Let us remember that, in order to control this exchange rate, what the BCRA does is reduce the value in pesos of the bond in question, which is generally the AL30, to prevent this quotient, that is, the exchange rate, from skyrocketing. For that reason, sell AL30 bonuses by pesos as a measure to prevent increases in operations of “counted with liquid” or the Electronic Payment Market (MEP).

However, you can also intervene to prevent this quotient is triggered by increasing the denominatorthat is, the value of AL30 in dollars. To achieve this, the BCRA uses the reserves in dollars to buy those bonds. However, due to the shortage of Dollarsthis strategy has limitations.

But, of course, the amount of resources that the BCRA has at its disposal to keep the Counted with Liquidation and the MEP is limited. According to the data of the Anker consultinguntil mid-August, 3.6 billion nominal bonds had been sold, mainly AL30and it was estimated that the BCRA had around 900 million AL30 available, equivalent about US$300 million at current market value.

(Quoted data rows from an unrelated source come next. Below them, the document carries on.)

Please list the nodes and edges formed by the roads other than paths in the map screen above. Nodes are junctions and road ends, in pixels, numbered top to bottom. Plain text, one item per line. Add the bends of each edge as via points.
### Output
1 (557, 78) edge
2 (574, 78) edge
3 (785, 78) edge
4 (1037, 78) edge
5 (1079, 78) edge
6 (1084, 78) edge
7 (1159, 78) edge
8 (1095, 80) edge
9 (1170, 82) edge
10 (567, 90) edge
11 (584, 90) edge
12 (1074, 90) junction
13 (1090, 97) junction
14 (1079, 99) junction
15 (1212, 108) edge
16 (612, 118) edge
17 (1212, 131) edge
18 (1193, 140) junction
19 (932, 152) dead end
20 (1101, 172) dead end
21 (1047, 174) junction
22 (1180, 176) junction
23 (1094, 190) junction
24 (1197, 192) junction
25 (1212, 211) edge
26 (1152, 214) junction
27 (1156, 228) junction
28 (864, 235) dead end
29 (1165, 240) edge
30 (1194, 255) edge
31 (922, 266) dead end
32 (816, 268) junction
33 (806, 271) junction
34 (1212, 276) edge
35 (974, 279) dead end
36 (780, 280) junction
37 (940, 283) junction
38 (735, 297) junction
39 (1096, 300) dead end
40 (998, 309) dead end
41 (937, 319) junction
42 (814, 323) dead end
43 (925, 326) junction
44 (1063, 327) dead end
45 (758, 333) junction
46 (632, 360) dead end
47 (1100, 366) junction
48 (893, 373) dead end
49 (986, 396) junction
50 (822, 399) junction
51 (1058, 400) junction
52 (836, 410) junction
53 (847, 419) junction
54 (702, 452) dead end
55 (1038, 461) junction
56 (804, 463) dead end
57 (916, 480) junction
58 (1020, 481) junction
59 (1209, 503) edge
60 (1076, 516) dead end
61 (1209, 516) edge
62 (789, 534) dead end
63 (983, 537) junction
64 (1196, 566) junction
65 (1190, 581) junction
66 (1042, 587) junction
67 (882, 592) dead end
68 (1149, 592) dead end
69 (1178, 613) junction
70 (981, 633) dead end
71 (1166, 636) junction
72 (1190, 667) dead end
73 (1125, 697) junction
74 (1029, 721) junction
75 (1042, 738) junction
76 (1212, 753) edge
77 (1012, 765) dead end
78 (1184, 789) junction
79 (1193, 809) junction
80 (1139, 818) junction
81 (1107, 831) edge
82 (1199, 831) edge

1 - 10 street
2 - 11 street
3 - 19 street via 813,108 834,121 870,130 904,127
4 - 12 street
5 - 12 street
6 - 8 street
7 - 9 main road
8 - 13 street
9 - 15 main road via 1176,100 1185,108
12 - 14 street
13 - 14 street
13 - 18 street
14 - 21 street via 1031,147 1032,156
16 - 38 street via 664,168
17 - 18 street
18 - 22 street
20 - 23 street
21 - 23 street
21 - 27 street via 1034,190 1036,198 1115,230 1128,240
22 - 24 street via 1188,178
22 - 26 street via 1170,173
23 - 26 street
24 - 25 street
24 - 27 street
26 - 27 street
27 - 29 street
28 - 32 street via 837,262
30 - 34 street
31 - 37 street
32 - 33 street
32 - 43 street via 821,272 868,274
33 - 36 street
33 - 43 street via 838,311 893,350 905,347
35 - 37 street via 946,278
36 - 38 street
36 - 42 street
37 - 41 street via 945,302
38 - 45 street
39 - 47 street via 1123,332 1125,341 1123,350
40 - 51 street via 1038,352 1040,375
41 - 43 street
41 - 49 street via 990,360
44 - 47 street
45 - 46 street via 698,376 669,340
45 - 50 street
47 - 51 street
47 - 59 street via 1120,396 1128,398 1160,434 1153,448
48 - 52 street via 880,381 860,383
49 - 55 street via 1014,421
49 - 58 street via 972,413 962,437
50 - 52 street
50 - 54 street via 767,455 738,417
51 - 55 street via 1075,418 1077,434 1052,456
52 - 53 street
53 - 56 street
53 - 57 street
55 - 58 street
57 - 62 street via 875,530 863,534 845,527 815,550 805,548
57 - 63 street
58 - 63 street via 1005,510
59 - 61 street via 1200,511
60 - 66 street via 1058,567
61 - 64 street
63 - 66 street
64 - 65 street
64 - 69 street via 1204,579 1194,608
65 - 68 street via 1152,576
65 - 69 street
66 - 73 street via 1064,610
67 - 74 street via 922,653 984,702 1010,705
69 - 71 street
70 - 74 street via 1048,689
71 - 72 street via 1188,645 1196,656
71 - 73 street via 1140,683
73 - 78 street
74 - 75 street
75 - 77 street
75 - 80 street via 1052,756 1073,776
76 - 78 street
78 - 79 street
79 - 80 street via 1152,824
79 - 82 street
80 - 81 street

MEP dollar: why does this market cost the BCRA millions per month?

In this way, it seeks to counteract the bullish effect generated by those seeking to dollarize through the stock market, especially now, in the face of electoral uncertainty. The process involves using the available pesos to buy public securities denominated in dollars and then selling these securities for dollars, completing a cycle that begins with pesos and culminates in greens. The resulting exchange rate is derived from the relationship between the price of the security in pesos and its price in dollars.

However, the new soy dollar could be a relief for the BCRA’s requirement for interventions in the MEP dollar. In recent days, the Government officially announced a new Export Increase Program in its fourth edition, which aims to obtain approximately US$2.5 billion. This plan allows exporters to settle 75% of their income at the official exchange rate from $350 until September 30while the remaining 25% is considered “freely available”.

The dollars settled abroad could largely enter through the CCL and that would inject foreign currency into that market, making it go down or containing the rise. And, according to Fernando Marull’s estimates, if the valuation of these two exchange rates is combined (one at the Cash value with Free Settlement and the other at the official one), the differential exchange rate would amount to $455, that is, 30% higher than the current price.

In this way, in the coming days and weeks, the need for BCRA intervention in stock market dollars could be partially alleviated, which, between July 24 and August 28, required the purchase of approximately US$2,000 million, but also recorded losses of more than US$900 million due to variations in reserves denominated as “others.” This implies a daily average of official intervention of around US$50 millionwhich indicates that its capacity for action is limited.

Thus, the expectation in the market is that the Government can maintain stability in the official dollar until the elections, using strategies both in the numerator (selling bonds for pesos to stop the increase in prices) and in the denominator (buying bonds in dollars and sacrificing reserves) to prevent the financial dollar from skyrocketing, analysts maintain that the relief in disbursements will be temporary. However, it will need strong help from the 4 soybean dollar to keep the wheels turning.